Sisa produksi tembaga terbagi antara Indonesia dan Amerika Selatan, dengan produksi emas berasal secara eksklusif dari tambang Grasberg di Indonesia.

Sumber: Freeport-McMoRan
Walaupun secara keseluruhan, industri tembaga tidak tumbuh banyak, dan jelas tidak cukup untuk memenuhi permintaan yang meningkat, hal ini tidak berlaku bagi Freeport sendiri.

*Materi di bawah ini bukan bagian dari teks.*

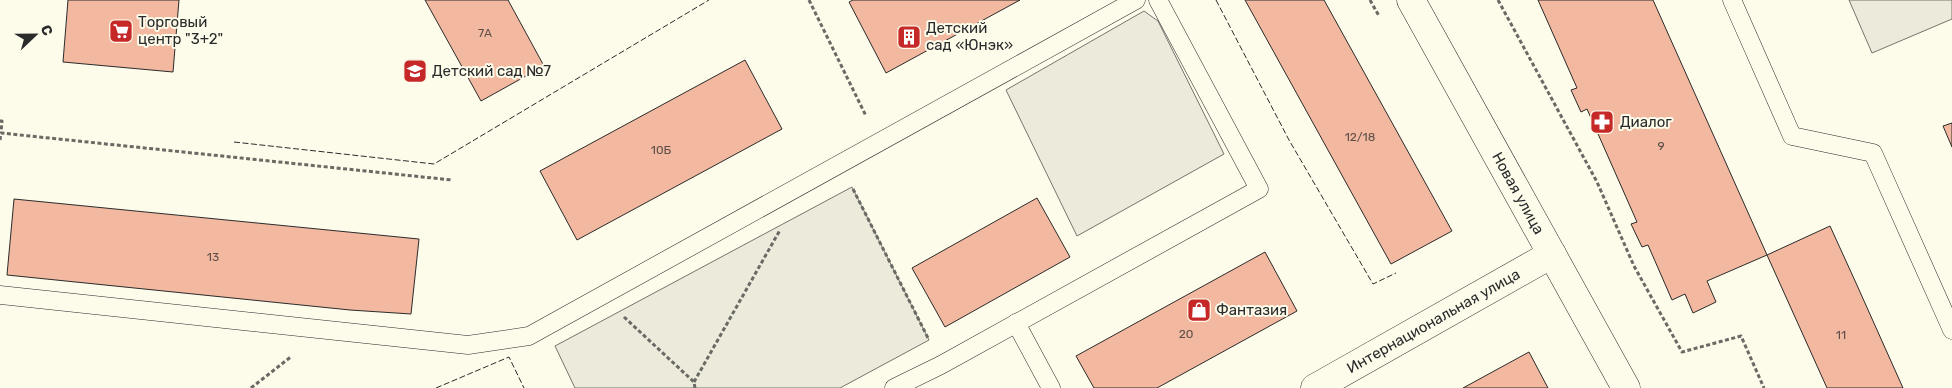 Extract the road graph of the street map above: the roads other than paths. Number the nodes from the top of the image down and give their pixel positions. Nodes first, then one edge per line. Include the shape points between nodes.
1 (1136, 0) edge
2 (1158, 0) edge
3 (1411, 0) edge
4 (1732, 0) edge
5 (1552, 254) junction
6 (0, 294) edge
7 (1947, 306) edge
8 (1016, 323) junction
9 (1952, 330) edge
10 (894, 388) edge
11 (1051, 388) edge
12 (1315, 388) edge
13 (1626, 388) edge

1 - 6 lane via 529,336 468,345
2 - 8 lane via 1259,189
3 - 5 street, Новая улица
4 - 7 lane via 1792,136 1873,153
5 - 12 street, Интернациональная улица
5 - 13 street, Новая улица
7 - 9 lane
8 - 10 lane
8 - 11 lane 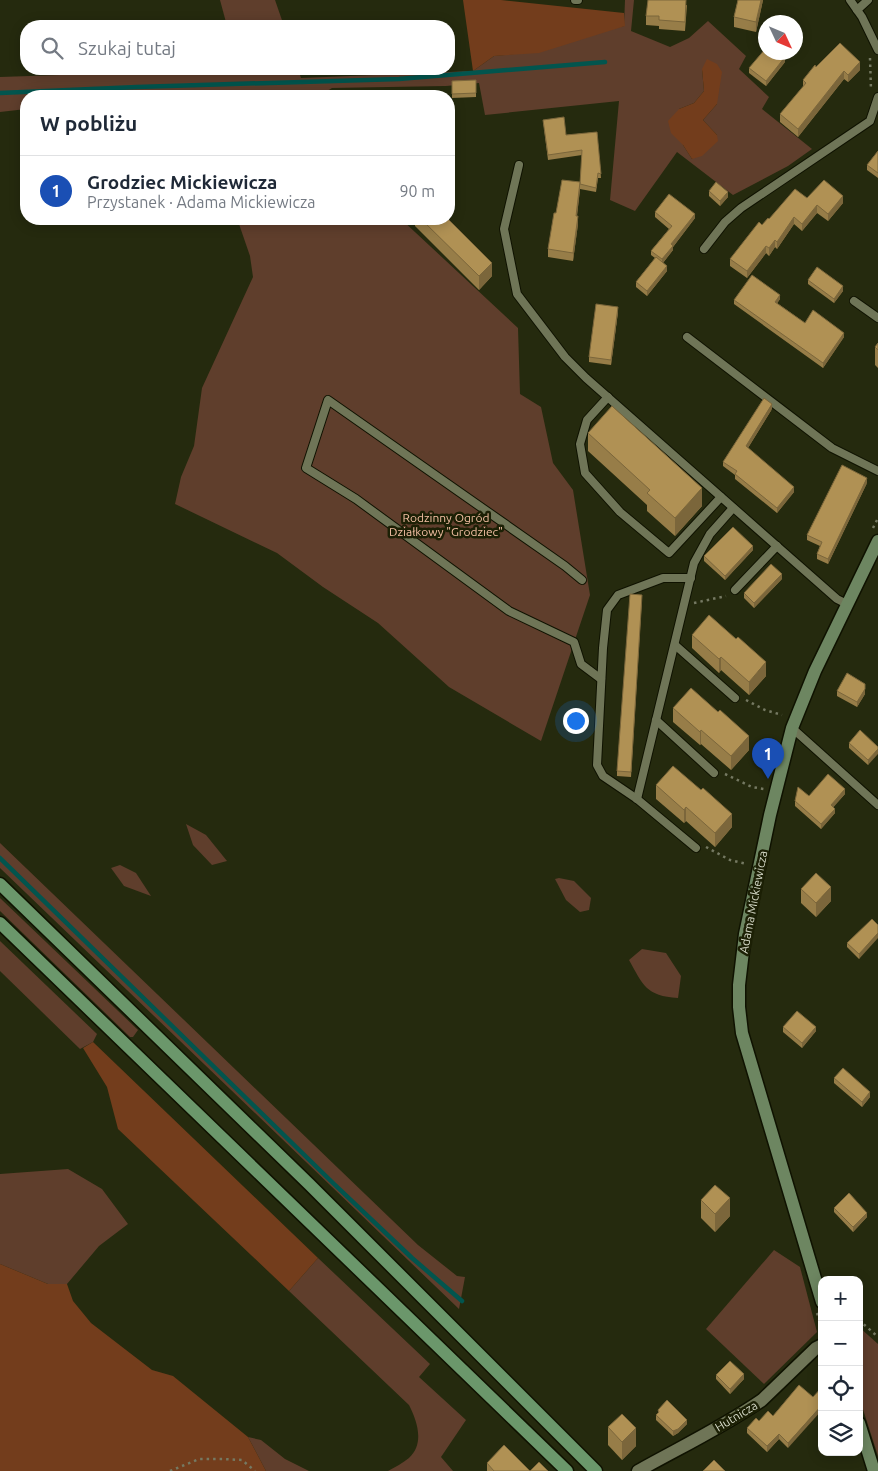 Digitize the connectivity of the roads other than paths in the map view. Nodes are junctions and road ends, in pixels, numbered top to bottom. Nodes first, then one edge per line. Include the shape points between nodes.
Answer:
1 (850, 0) edge
2 (868, 0) edge
3 (857, 10) junction
4 (878, 50) edge
5 (874, 95) edge
6 (870, 121) junction
7 (878, 126) edge
8 (519, 165) dead end
9 (704, 249) dead end
10 (854, 301) dead end
11 (878, 318) edge
12 (687, 337) dead end
13 (608, 397) junction
14 (878, 471) edge
15 (722, 497) junction
16 (733, 508) junction
17 (874, 538) edge
18 (777, 546) junction
19 (691, 578) junction
20 (582, 580) dead end
21 (735, 590) road end
22 (847, 604) junction
23 (675, 645) junction
24 (601, 679) junction
25 (735, 698) dead end
26 (656, 720) junction
27 (789, 722) junction
28 (714, 773) dead end
29 (637, 798) junction
30 (878, 805) edge
31 (696, 848) dead end
32 (0, 884) edge
33 (0, 924) edge
34 (818, 1302) edge
35 (818, 1347) edge
36 (863, 1436) edge
37 (567, 1471) edge
38 (596, 1471) edge
39 (638, 1471) edge
40 (874, 1471) edge

1 - 3 lane
2 - 3 lane
3 - 4 lane
5 - 6 lane
6 - 7 lane
6 - 9 lane via 741,208
8 - 13 lane via 504,229 517,294 565,357
10 - 11 lane
12 - 14 lane via 832,448
13 - 15 lane
13 - 15 lane via 587,420 580,444 585,473 620,512 668,552
15 - 16 lane
16 - 18 lane
16 - 19 lane via 710,534 694,563
17 - 22 street, Adama Mickiewicza
18 - 21 lane
18 - 22 lane via 837,599
19 - 23 lane
19 - 24 lane via 663,578 618,595 607,610
20 - 24 lane via 328,400 306,468 356,499 509,611 574,642 582,664
22 - 27 street, Adama Mickiewicza
23 - 25 lane
23 - 26 lane
24 - 29 lane via 597,765 603,776
26 - 28 lane
26 - 29 lane
27 - 30 lane
27 - 34 street, Adama Mickiewicza via 745,934 739,1007 742,1033
29 - 31 lane
32 - 38 main road via 309,1184
33 - 37 main road
35 - 39 street, Hutnicza via 762,1400 736,1418
36 - 40 street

Perusahaan memiliki pipeline proyek yang kuat yang pada akhirnya akan menambah produksi 2,5 miliar tembaga per tahun, terutama di AS, dan 0,5 juta ons emas per tahun dari Indonesia.

Sumber: Freeport-McMoRan
Jadi ini menempatkan Freeport pada posisi memiliki belanja modal besar dalam beberapa tahun mendatang, namun sebagian besar bersifat diskresi. Jika harga tembaga turun, misalnya akibat resesi global, perusahaan dapat dengan cepat mengurangi rencana ekspansi dan menghemat kas.

Sumber: Freeport-McMoRan
Freeport juga berupaya meningkatkan profil lingkungan, terutama dengan mengganti produksi listrik di Grasberg dari batu bara ke turbin gas 265 MW.
Sejak 2021, perusahaan telah mendistribusikan hingga US$5 miliar kepada pemegang saham, sebagian besar berupa dividen (61 %) dan pembelian kembali saham (39 %).
Perusahaan relatif aman terkait utang, tanpa pembayaran signifikan sebelum 2027, dan sebagian besar utang jatuh tempo pada 2031 atau lebih lama.

Sumber: Freeport-McMoRan
Secara keseluruhan, Freeport-McMoRan sebagian besar merupakan saham bagi investor yang mencari eksposur pada tembaga, dengan pendapatan tambahan dari produksi emas, serta profil risiko terdiversifikasi melalui produksi yang tersebar di Amerika Utara, Amerika Selatan, dan Indonesia.